Meet Our 2018 Playwright Fellows

We are excited to have the opportunity to engage with these eight playwrights in an effort to create a unique body of work. The goal of this program is to collaboratively write eight individual plays that can also be produced as a cohesive play cycle. We have selected writers from various geographical regions, from New Hampshire to California and Canada. They encompass a wealth of experiences and knowledge. And collectively they are our 2018 Playwright Fellows.

Alex Karolyi

Alex Karolyi founded Shadowpath, a charitable theatre company in 2002 as a professional outlet for local performers in York Region, Ontario, Canada. She developed the site-specific theatre series; Plays in Cafes, Readings In Wineries and Hotel Solstice, transforming everyday spaces into creative places. She develops and delivers workshops for youth and seniors and is training the next generation of female creative leaders with a paid apprenticeship program. Shadowpath is the recipient of Newmarket’s Chamber of Commerce Business Excellence Award for Innovation and Richmond Hill’s Creativity Symposium Award for Best Innovation for their Cafe Cruise project. Shadowpath has been nominated for Not-For-Profit of the Year by Vaughan’s Chamber of Commerce and Artistic Director, Alex Karolyi recently received a Leading Women Leading Girls Award from MPP Chris Ballard recognizing her work to advance female leadership in Canadian Theatre.

Alex began as an actor training at The American Academy of Dramatic Arts, York University and the Randolph Academy for Performing Arts in Toronto.
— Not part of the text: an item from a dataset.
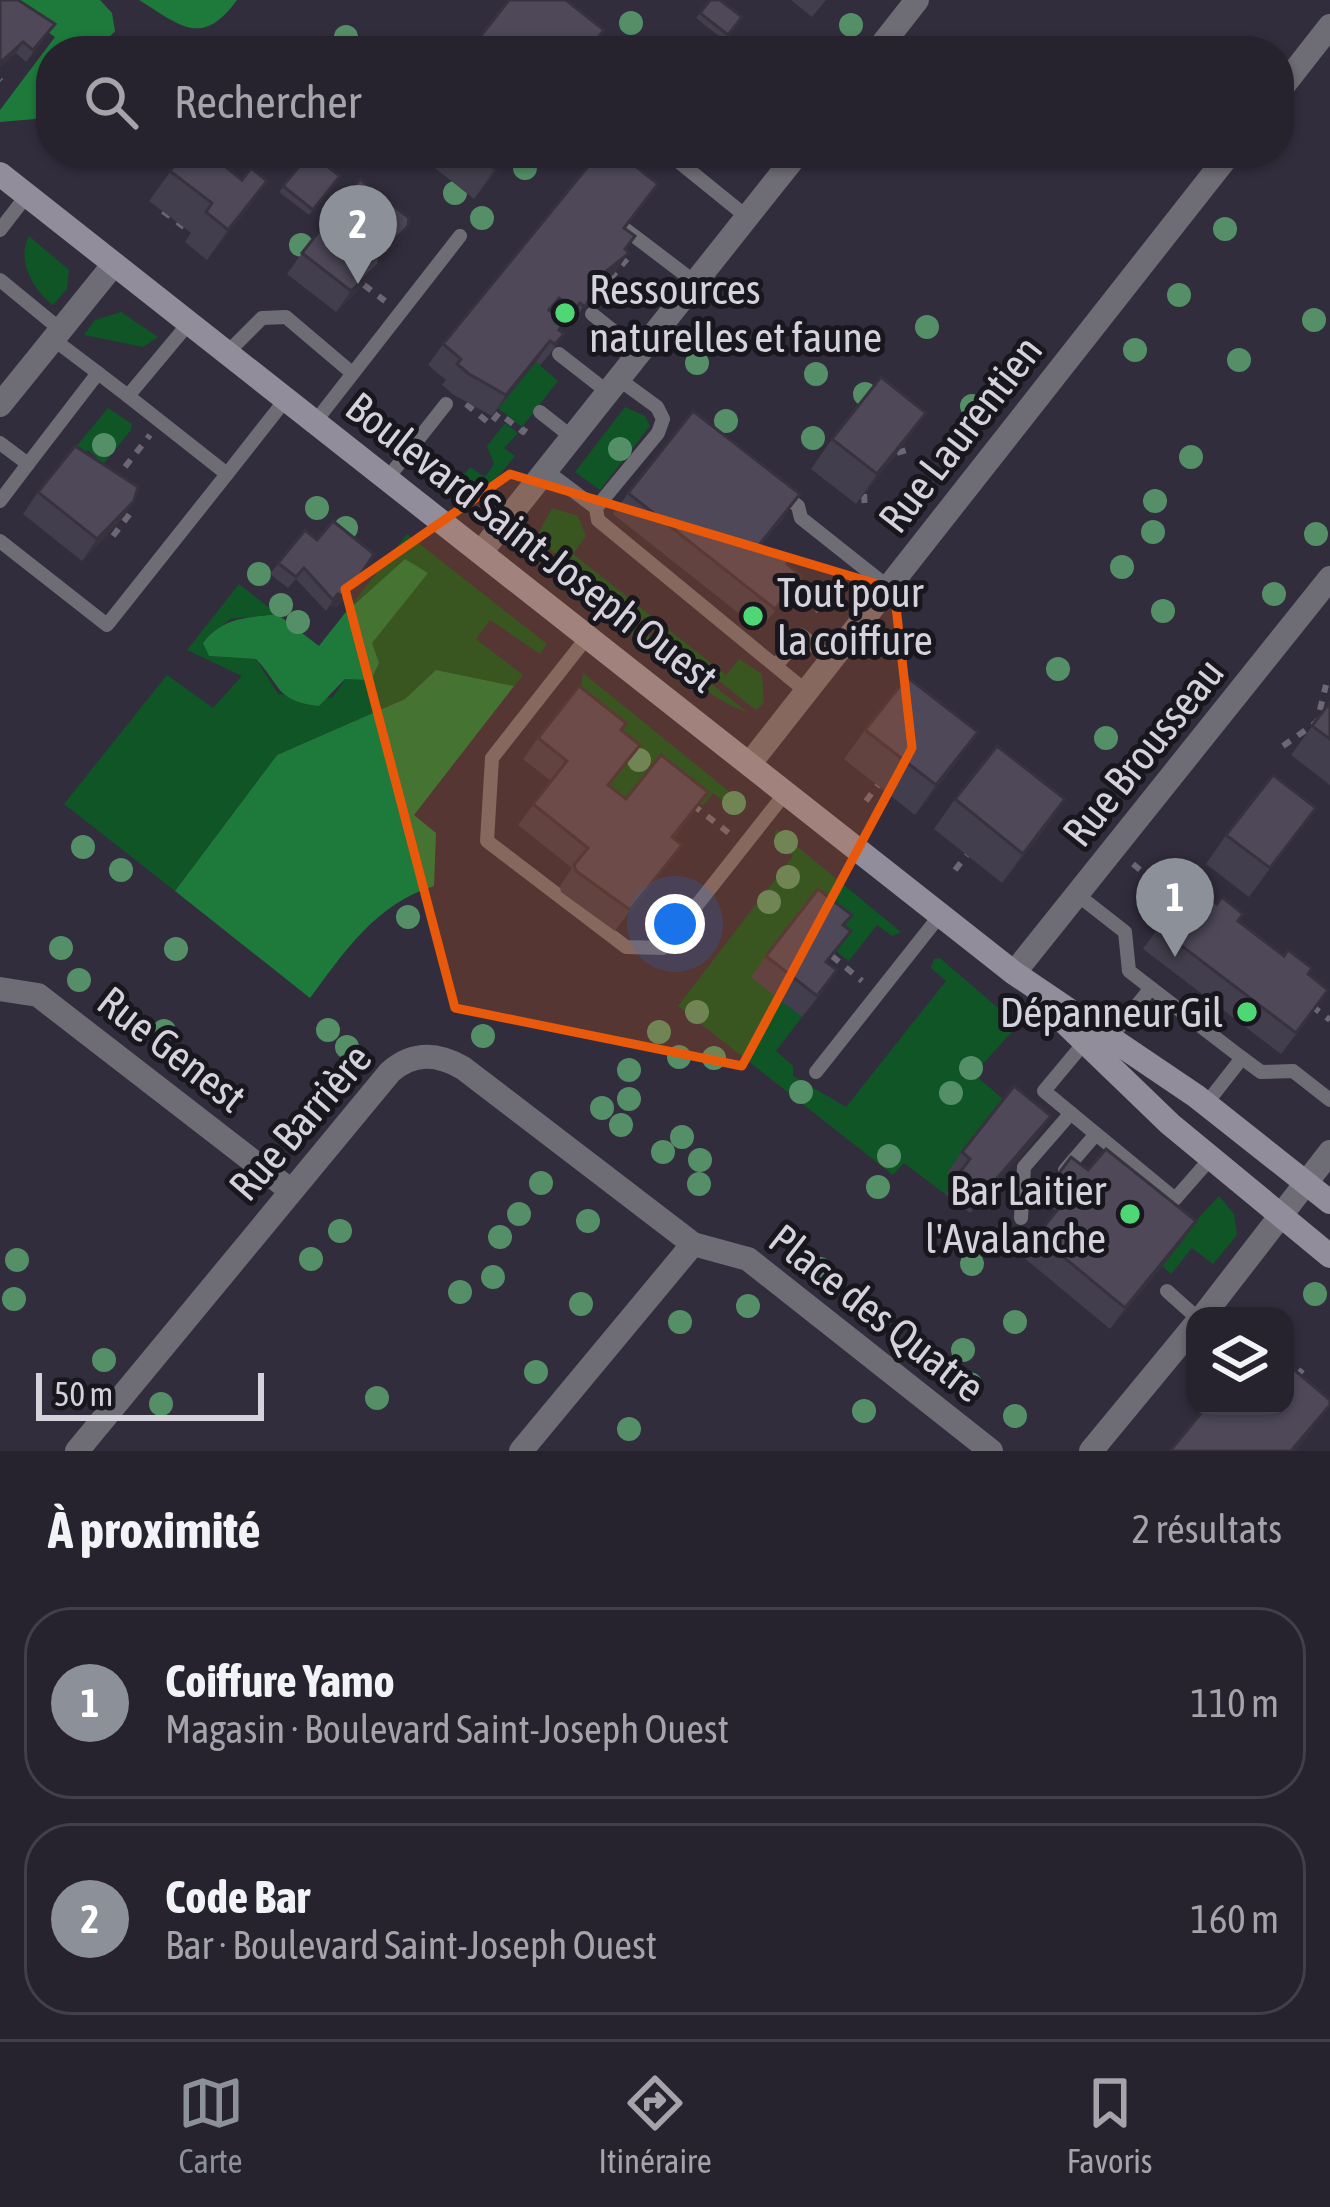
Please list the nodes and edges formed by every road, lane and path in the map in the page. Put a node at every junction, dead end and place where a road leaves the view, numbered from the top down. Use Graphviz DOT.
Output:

Shadowpath, allowed Alex to developed into a theatre producer and playwright gaining her the position of General Manager with Resurgence Theatre Company in 2007 and as the Programming Coordinator of the York Region Festival Alliance in 2015 - 2016. Her own plays have been produced in Toronto, Vancouver, and the UK. She has traveled as a global artist to Hungary, Scotland, Paris, Vienna, Italy, Panama City and Prince Edward Island.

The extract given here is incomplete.